Et la fiche plantée dans sa nuque l’informe que sept cent cinquante millions de personnes ont partagé son expérience.
Une lueur rouge cerise baigne le fuselage de l’avion spatial et la pesanteur reprend ses droits à mesure que l’appareil se remet à résister à la gravité. Ça ressemblait plus à un vol d’entraînement qu’il ne l’aurait cru. Il n’est jamais allé au Pacificanada, mais on lui a dit que cette jeune nation adorait les soldats des Forces de la paix de l’ONU, et ses états de service sont susceptibles de lui ouvrir des portes.
Tandis qu’il retourne à la maison, il se dit que la vie est belle si on peut en retirer de tels bénéfices.
Randy Householder roule sur l’I-80 près de Sacramento dans une voiture si antique qu’elle a dû être reconvertie pour se conduire toute seule. Elle tient la route, ne grève pas trop son budget et cela lui suffit.
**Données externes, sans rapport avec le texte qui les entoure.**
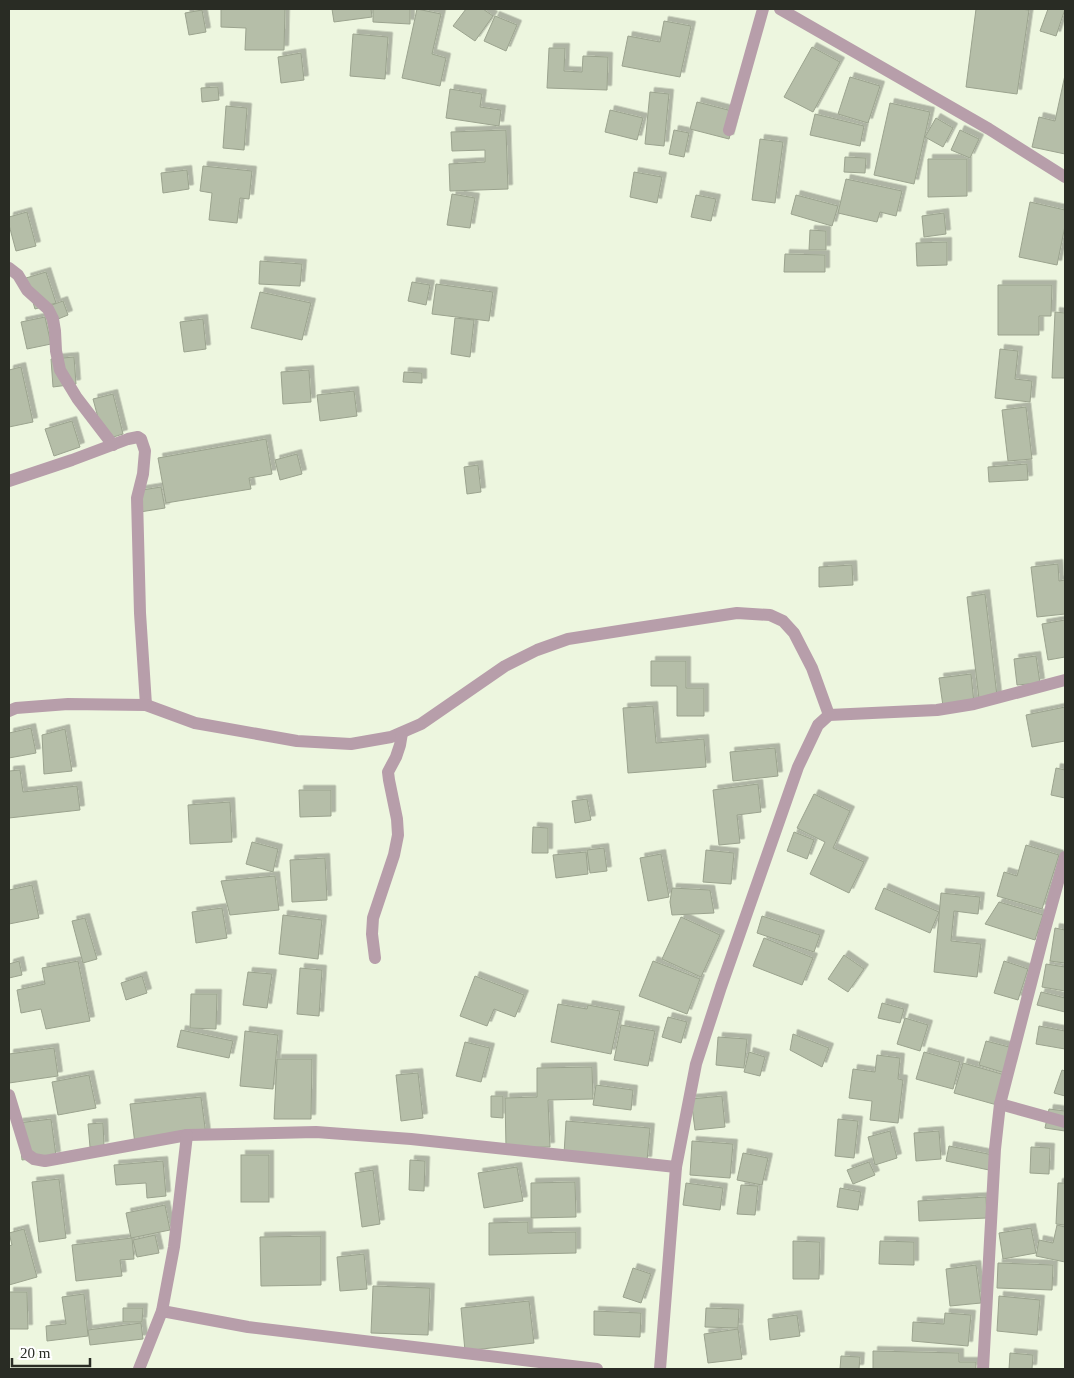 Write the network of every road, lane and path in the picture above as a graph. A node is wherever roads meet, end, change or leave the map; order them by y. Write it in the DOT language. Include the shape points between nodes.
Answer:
graph roads {
  1 [pos="763,9"];
  2 [pos="780,9"];
  3 [pos="729,130"];
  4 [pos="1065,176"];
  5 [pos="9,268"];
  6 [pos="113,445"];
  7 [pos="9,481"];
  8 [pos="1065,680"];
  9 [pos="146,705"];
  10 [pos="9,711"];
  11 [pos="829,715"];
  12 [pos="402,732"];
  13 [pos="1065,857"];
  14 [pos="375,958"];
  15 [pos="9,1095"];
  16 [pos="1000,1104"];
  17 [pos="1065,1122"];
  18 [pos="187,1135"];
  19 [pos="676,1167"];
  20 [pos="162,1312"];
  21 [pos="139,1369"];
  22 [pos="597,1369"];
  23 [pos="660,1369"];
  24 [pos="983,1369"];
  1 -- 3 [label="street"];
  2 -- 4 [label="street"];
  5 -- 6 [label="street" via="48,309 53,320 60,370"];
  6 -- 7 [label="street"];
  6 -- 9 [label="street" via="138,437 143,441 145,451 137,498"];
  8 -- 11 [label="street" via="946,709"];
  9 -- 10 [label="street" via="68,704"];
  9 -- 12 [label="street" via="195,723 298,741 351,744"];
  11 -- 12 [label="street" via="812,668 794,633 770,615 738,614 568,639 505,666 421,724"];
  11 -- 19 [label="street" via="818,725 798,767 720,987 696,1064"];
  12 -- 14 [label="street" via="396,757 388,772 398,835 373,918"];
  13 -- 16 [label="street"];
  15 -- 18 [label="street" via="27,1154 34,1159 45,1161"];
  16 -- 17 [label="street"];
  16 -- 24 [label="street"];
  18 -- 19 [label="street" via="326,1133"];
  18 -- 20 [label="street" via="174,1247"];
  19 -- 23 [label="street"];
  20 -- 21 [label="street"];
  20 -- 22 [label="street" via="248,1327"];
} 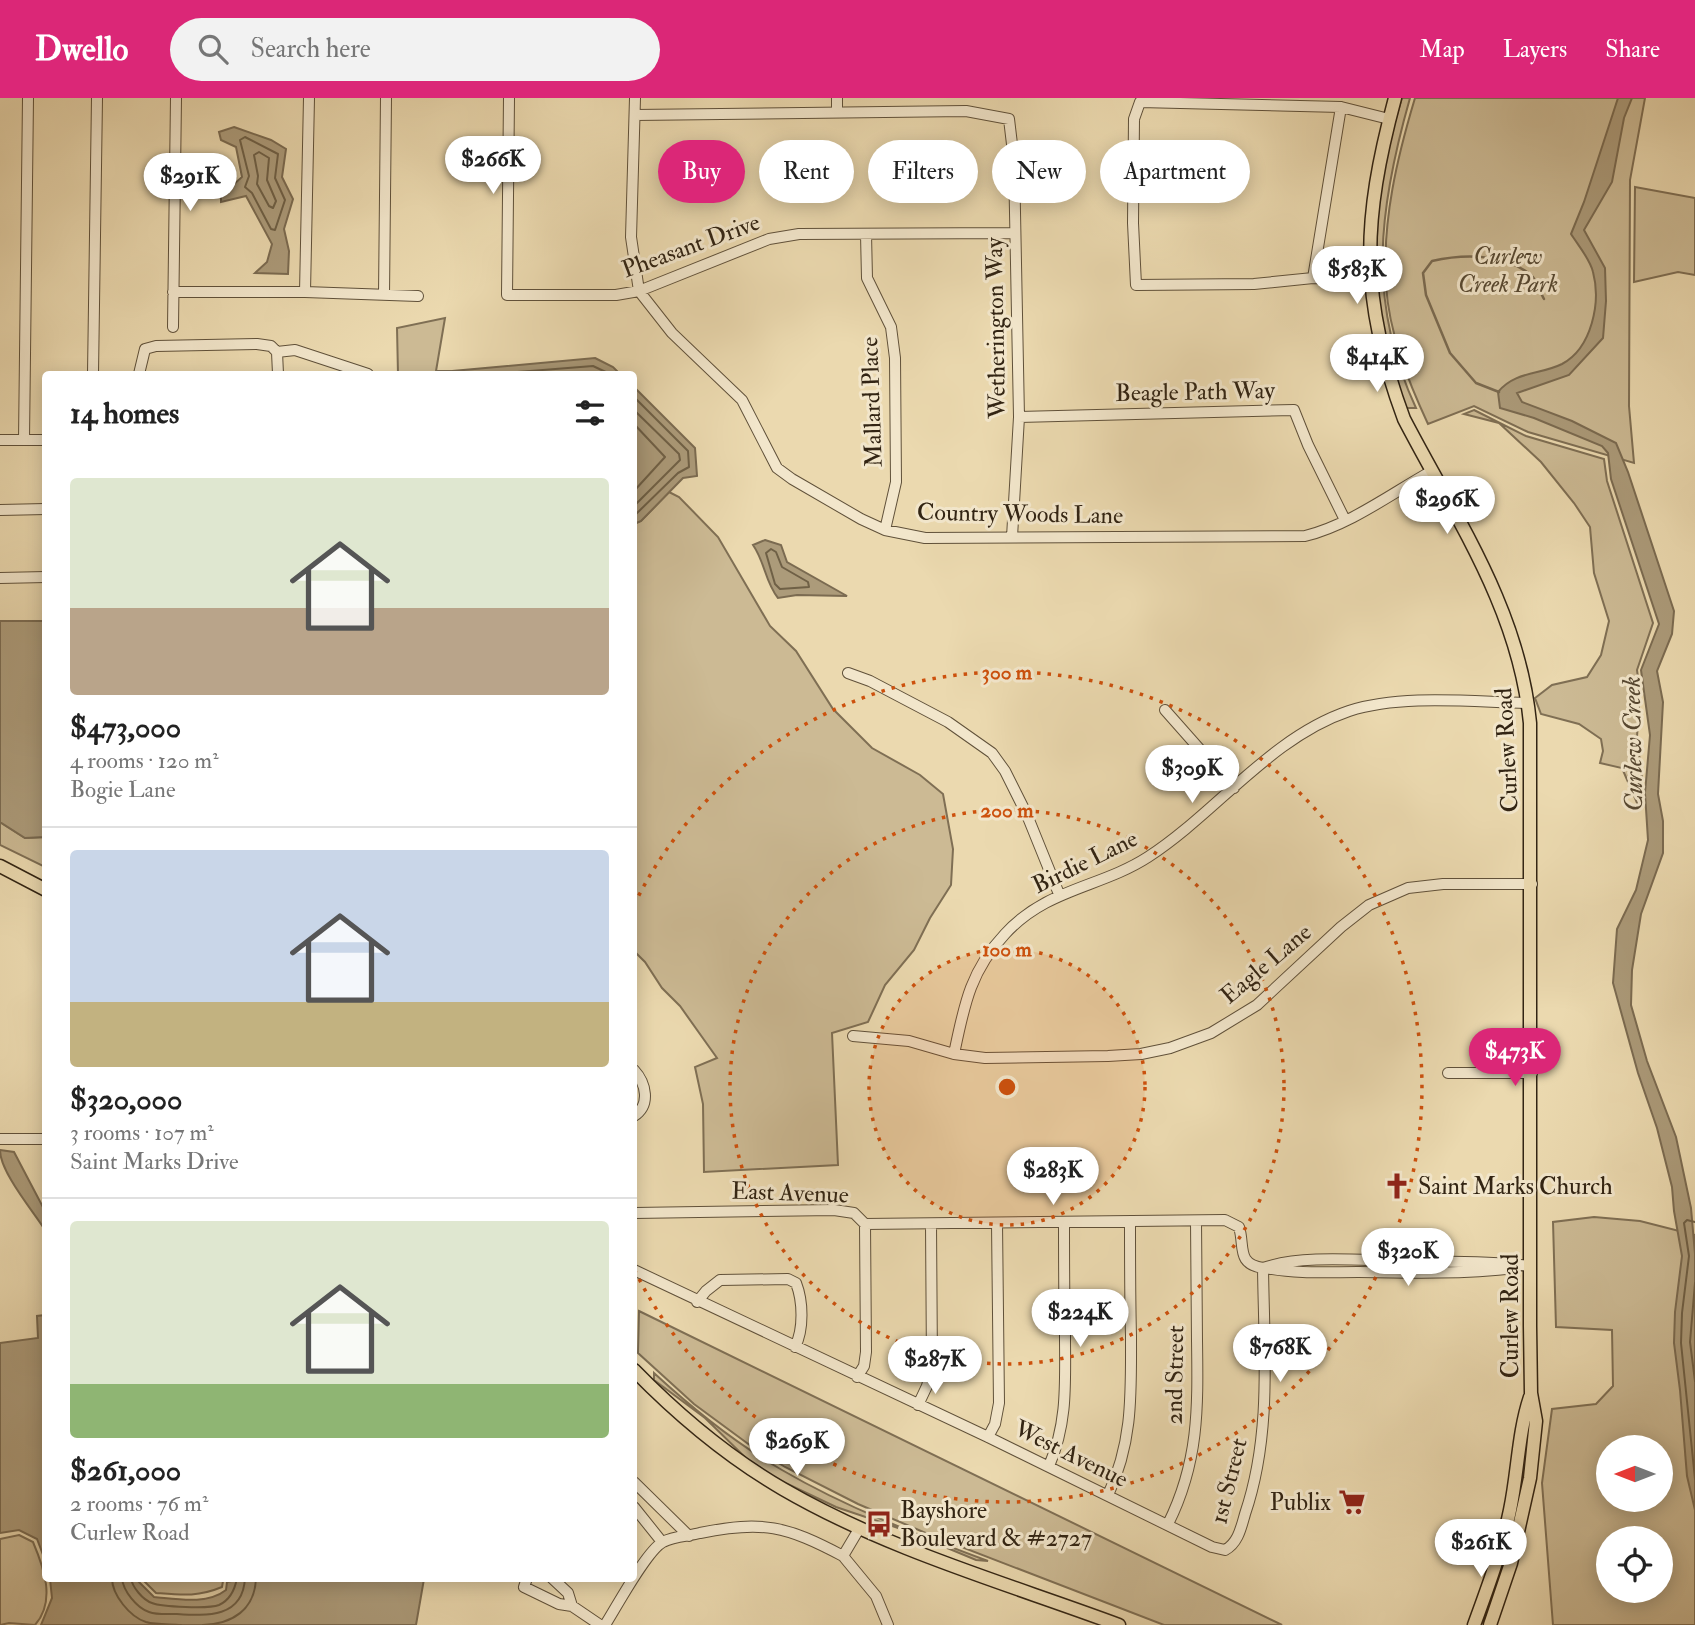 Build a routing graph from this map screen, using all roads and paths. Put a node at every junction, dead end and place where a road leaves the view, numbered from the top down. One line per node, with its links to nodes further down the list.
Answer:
1 (28, 98): 31 (street)
2 (97, 98): 25 (street)
3 (176, 98): 19 (street)
4 (309, 98): 20 (street)
5 (386, 98): 21 (street)
6 (509, 98): 18 (street, Pheasant Drive)
7 (635, 98): 12 (street, Country Woods Lane)
8 (837, 98): 11 (street)
9 (1395, 98): 13 (main road, Curlew Road)
10 (1341, 107): 13 (street); 16 (street); 16 (street)
11 (837, 112): 12 (street); 14 (street, Wetherington Way)
12 (635, 115): 18 (street, Country Woods Lane)
13 (1389, 119): 17 (main road, Curlew Road)
14 (1015, 233): 15 (street, Pheasant Drive); 29 (street, Wetherington Way)
15 (866, 234): 18 (street, Pheasant Drive); 37 (street, Mallard Place)
16 (1313, 278): 17 (street)
17 (1370, 280): 33 (main road, Curlew Road)
18 (639, 291): 37 (street, Country Woods Lane)
19 (173, 292): 20 (street); 23 (street)
20 (305, 292): 21 (street)
21 (384, 295): 22 (street)
22 (418, 296)
23 (173, 327)
24 (277, 352): 26 (street); 27 (street); 28 (street)
25 (93, 371)
26 (140, 371)
27 (278, 371)
28 (359, 371)
29 (1019, 416): 36 (street, Beagle Path Way); 38 (street, Wetherington Way)
30 (0, 440): 31 (street)
31 (24, 440): 32 (street)
32 (42, 440)
33 (1432, 471): 36 (street, Country Woods Lane); 42 (main road, Curlew Road)
34 (42, 509): 35 (street)
35 (0, 510)
36 (1345, 520): 38 (street, Country Woods Lane)
37 (885, 530): 38 (street, Country Woods Lane)
38 (1012, 537)
39 (0, 578): 40 (street)
40 (42, 578)
41 (848, 673): 48 (street)
42 (1528, 703): 44 (street, Birdie Lane); 46 (main road, Curlew Road)
43 (1165, 710): 44 (street)
44 (1234, 788): 48 (street, Birdie Lane)
45 (0, 866): 47 (main road)
46 (1532, 884): 50 (street, Eagle Lane); 52 (main road, Curlew Road)
47 (42, 888)
48 (1059, 894): 50 (street, Birdie Lane)
49 (852, 1036): 50 (street, Eagle Lane)
50 (954, 1054)
51 (1448, 1073): 52 (street)
52 (1532, 1073): 64 (main road, Curlew Road)
53 (637, 1074): 54 (street)
54 (637, 1114)
55 (0, 1139): 56 (street)
56 (42, 1139)
57 (637, 1213): 62 (street, East Avenue)
58 (1196, 1221): 60 (street, East Avenue); 65 (street, East Avenue); 78 (street, 2nd Street)
59 (1063, 1222): 60 (street, East Avenue); 61 (street, East Avenue); 74 (street)
60 (1130, 1222): 76 (street)
61 (997, 1223): 63 (street, East Avenue); 73 (street)
62 (865, 1224): 63 (street, East Avenue); 70 (street)
63 (931, 1224): 72 (street)
64 (1531, 1266): 65 (street); 71 (main road, Curlew Road)
65 (1263, 1268): 83 (street, 1st Street)
66 (637, 1272): 67 (street, West Avenue)
67 (697, 1302): 68 (street, West Avenue); 68 (street)
68 (795, 1347): 70 (street, West Avenue)
69 (637, 1373): 79 (main road)
70 (857, 1377): 72 (street, West Avenue)
71 (1531, 1393): 81 (main road, Curlew Road); 95 (main road, Curlew Road)
72 (918, 1405): 73 (street, West Avenue)
73 (988, 1437): 74 (street, West Avenue)
74 (1049, 1466): 76 (street, West Avenue)
75 (637, 1485): 80 (street)
76 (1108, 1495): 78 (street, West Avenue)
77 (637, 1511): 82 (street)
78 (1168, 1524): 83 (street, West Avenue)
79 (859, 1529): 84 (street); 92 (main road)
80 (689, 1535): 82 (street); 84 (street)
81 (1504, 1538): 93 (main road, Curlew Road); 94 (main road)
82 (662, 1542): 85 (street)
83 (1225, 1550)
84 (843, 1556): 91 (street)
85 (637, 1573)
86 (526, 1582): 89 (street)
87 (556, 1582): 89 (street)
88 (631, 1582): 90 (street)
89 (572, 1606): 90 (street)
90 (602, 1625)
91 (888, 1625)
92 (1119, 1625)
93 (1474, 1625)
94 (1481, 1625)
95 (1490, 1625)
Ce soir-là, il met un temps fou à accéder au net et cela accroît sa frustration. Il a quatorze ans d’expérience et sait qu’il n’y a qu’une seule explication : une crise majeure qui encombre le réseau. En 2016, au moment du Flash, il lui a fallu six jours avant de pouvoir accéder à son courrier. L’attente est moins longue aujourd’hui, mais le temps de réponse est néanmoins sensible.
Cela fait belle lurette qu’il n’est plus impressionné par le contenu de sa boîte. Cent messages, la routine. La moitié provient sans doute de policiers, de shérifs, de magistrats, de proconsuls, de médiateurs et d’autres officiels l’informant que leurs recherches se poursuivent, sans résultat pour l’instant. Plus quelques nouveaux venus, et des anciens partant à la retraite et lui confiant que leurs successeurs risquent de ne pas être à la hauteur.